Les aidants peuvent s’adresser à de nombreuses structures pour faciliter leurs démarches et être soutenus.

Les proches aidants accompagnant une personne en fin de vie vivent une situation particulière.

 

 

Qu'est-ce qu'être proche aidant ?

 

Un proche aidant est une personne qui accompagne sur son temps libre une personne de son entourage en situation de maladie ou de perte d’autonomie. L’aide apportée a de nombreuses conséquences sur la vie du proche aidant, et notamment sur sa santé.

 

La définition du « proche aidant » donnée par la COFACE dans sa Charte Européenne de l’aidant familial est :

« Personne non professionnelle qui vient en aide à titre principal, pour partie ou totalement, à une personne dépendante de son entourage, pour les activités de la vie quotidienne. Cette aide régulière peut être prodiguée de façon permanente ou non et peut prendre plusieurs formes, notamment nursing, soins, accompagnement à l’éducation et à la vie sociale, démarches administratives, coordination, vigilance permanente, soutien psychologique, communication, activités domestiques, etc. ». 

 

Près de 8,3 millions de personnes en France sont des aidants (DREES, 2008).

 

Le proche aidant accompagne une personne malade, porteuse d’un handicap, ou devenue dépendante du fait de l’âge. La personne que le proche aidant accompagne peut être son conjoint, ses parents, ses amis, ses proches ou ses voisins.

 

Etre proche aidant a souvent un impact fort sur le quotidien. Cela peut faire apparaître des problèmes tels que le manque de temps pour soi, la perturbation de l’activité professionnelle, des soucis administratifs ou encore la négligence de sa propre santé.

 

C’est pourquoi il est souvent nécessaire de faire appel à des professionnels pour alléger le quotidien des aidants et ne pas hésiter à recourir aux aides adaptées.

 

 

Comment rester en bonne santé en étant proche aidant ?

 

Le proche aidant peut développer des problèmes de santé comme l’anxiété, le stress, la perturbation ou le manque de sommeil, les douleurs physiques chroniques et la fatigue morale voire la dépression. Son alimentation peut être perturbée. Enfin, il peut également être amené à refuser une consultation ou une hospitalisation par manque de temps ou avoir trop recours aux médicaments.

 

De manière générale, il est important que le proche aidant continue à prendre soin de lui et à avoir une vie sociale.

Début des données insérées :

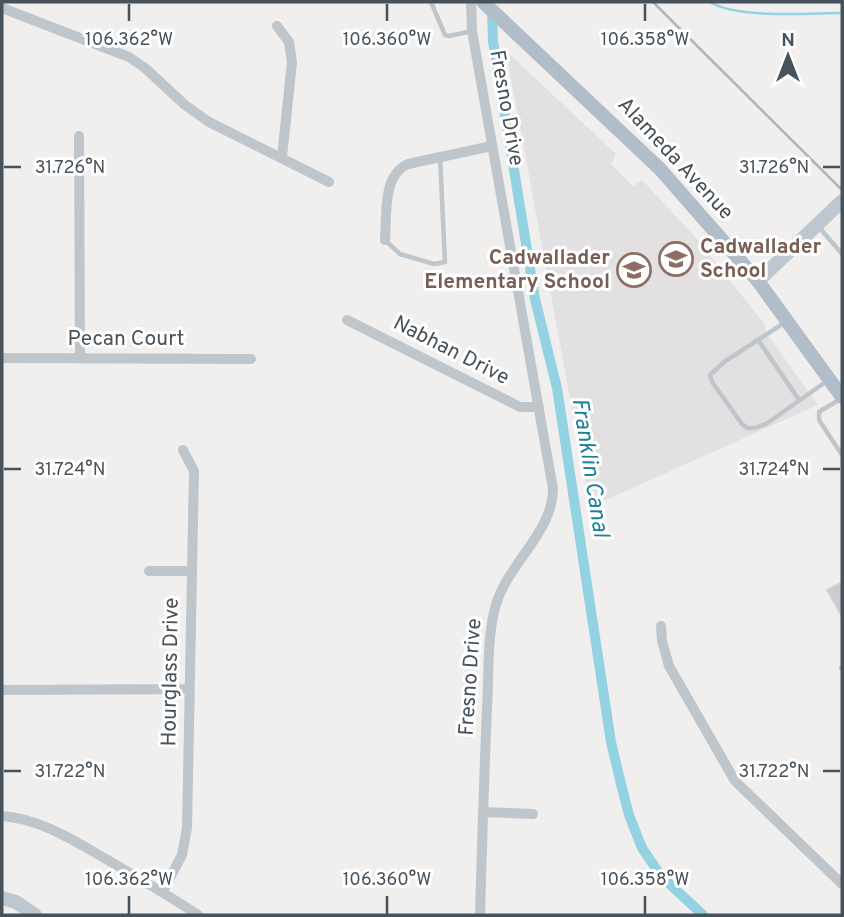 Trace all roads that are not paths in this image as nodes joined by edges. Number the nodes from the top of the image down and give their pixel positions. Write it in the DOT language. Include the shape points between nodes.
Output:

L’alimentation est un élément important : le proche aidant doit se donner le temps de prendre ses 3 repas par jour et veiller à garder,

voire à renforcer, son équilibre alimentaire.

 

Le sommeil du proche aidant peut être perturbé par le fait que la personne accompagnée a un sommeil agité. Dans ce cas, il peut être utile d’installer un système de type talkie-walkie ou « babyphone » qui permet de s’éloigner tout en maintenant la surveillance, de faire chambre à part ou de faire de temps en temps garder la personne accompagnée par un professionnel.

Pour tous, suivre quelques conseils permet de se donner de meilleures chances de passer une bonne nuit : favoriser les activités relaxantes le soir et éviter les excitants, se coucher et mettre son réveil à des horaires réguliers, éviter les écrans (téléphone, ordinateur, télévision).

 

L’activité physique permet de se détendre et de prévenir de nombreuses maladies. Il est recommandé de pratiquer l’équivalent d’au moins 30 minutes de marche rapide par jour. Ce temps peut être atteint par les activités quotidiennes : aller au travail ou faire les courses, jardiner, etc

A tout âge, il est possible de reprendre une activité physique, seul ou en groupe, en prenant quelques précautions.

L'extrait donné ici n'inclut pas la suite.